(Collected data)
--
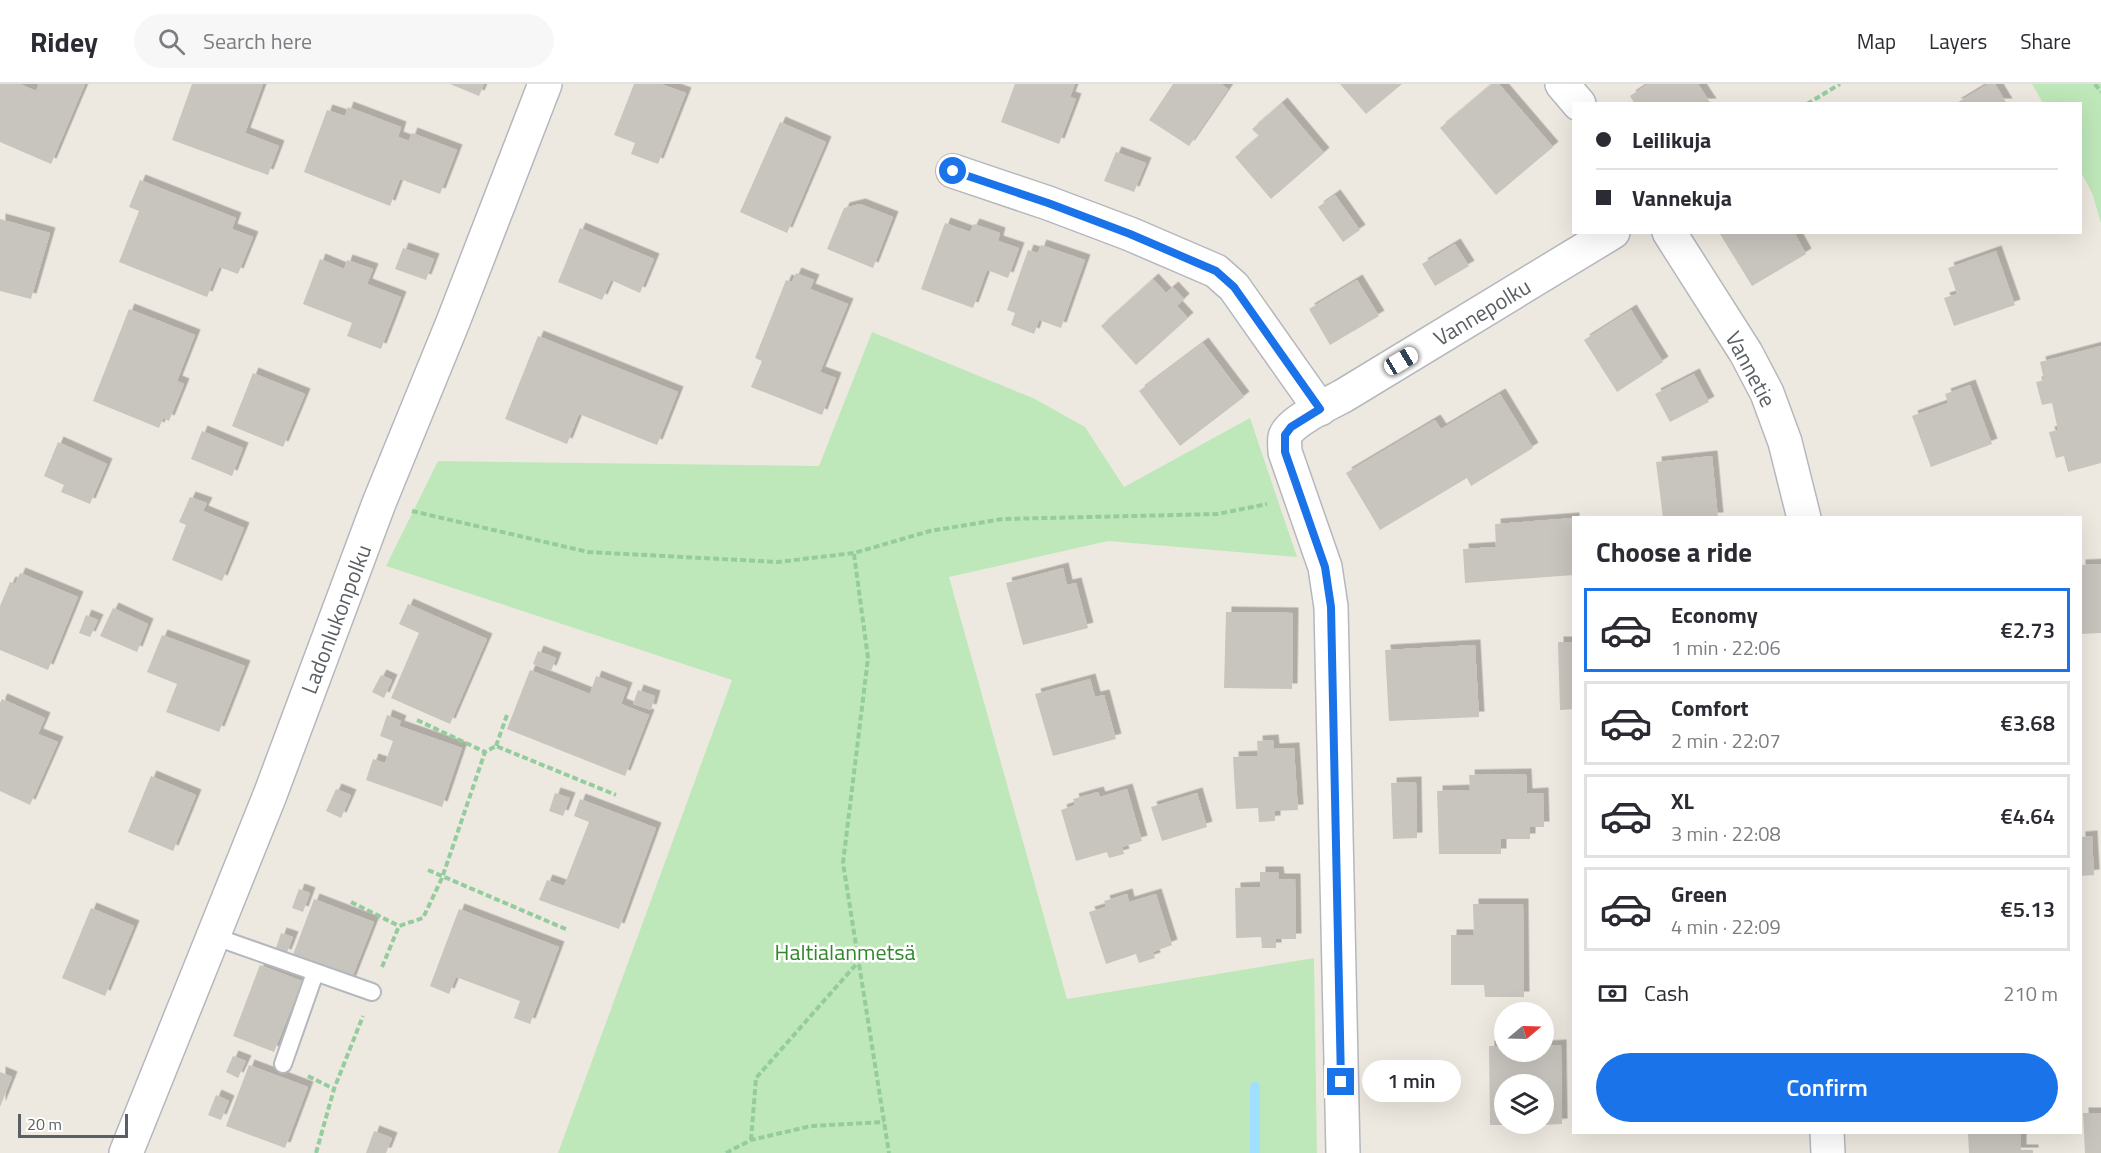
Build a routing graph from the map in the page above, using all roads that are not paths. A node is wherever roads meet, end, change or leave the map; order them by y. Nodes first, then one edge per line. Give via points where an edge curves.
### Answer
1 (545, 84) edge
2 (1562, 84) edge
3 (1577, 102) edge
4 (953, 171) dead end
5 (1610, 234) edge
6 (1670, 234) edge
7 (1320, 409) junction
8 (1804, 516) edge
9 (213, 936) junction
10 (315, 973) junction
11 (372, 992) road end
12 (283, 1064) dead end
13 (1827, 1134) edge
14 (126, 1153) edge
15 (1343, 1153) edge
16 (1828, 1153) edge

1 - 9 street, Ladonlukonpolku
2 - 3 street
4 - 7 street via 1120,230 1216,271 1234,287
5 - 7 street, Vannepolku
6 - 8 street, Vannetie via 1767,393 1785,442
7 - 15 street, Vannepolku via 1291,427 1285,435 1285,452 1325,567 1331,607
9 - 10 lane
9 - 14 street, Ladonlukonpolku
10 - 11 lane
10 - 12 lane
13 - 16 street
--
● **Task item**: Images are to be skipped, and each line above is to be returned exactly.

● **Response box**:
Build a routing graph from the map in the page above, using all roads that are not paths. A node is wherever roads meet, end, change or leave the map; order them by y. Nodes first, then one edge per line. Give via points where an edge curves.
### Answer
1 (545, 84) edge
2 (1562, 84) edge
3 (1577, 102) edge
4 (953, 171) dead end
5 (1610, 234) edge
6 (1670, 234) edge
7 (1320, 409) junction
8 (1804, 516) edge
9 (213, 936) junction
10 (315, 973) junction
11 (372, 992) road end
12 (283, 1064) dead end
13 (1827, 1134) edge
14 (126, 1153) edge
15 (1343, 1153) edge
16 (1828, 1153) edge

1 - 9 street, Ladonlukonpolku
2 - 3 street
4 - 7 street via 1120,230 1216,271 1234,287
5 - 7 street, Vannepolku
6 - 8 street, Vannetie via 1767,393 1785,442
7 - 15 street, Vannepolku via 1291,427 1285,435 1285,452 1325,567 1331,607
9 - 10 lane
9 - 14 street, Ladonlukonpolku
10 - 11 lane
10 - 12 lane
13 - 16 street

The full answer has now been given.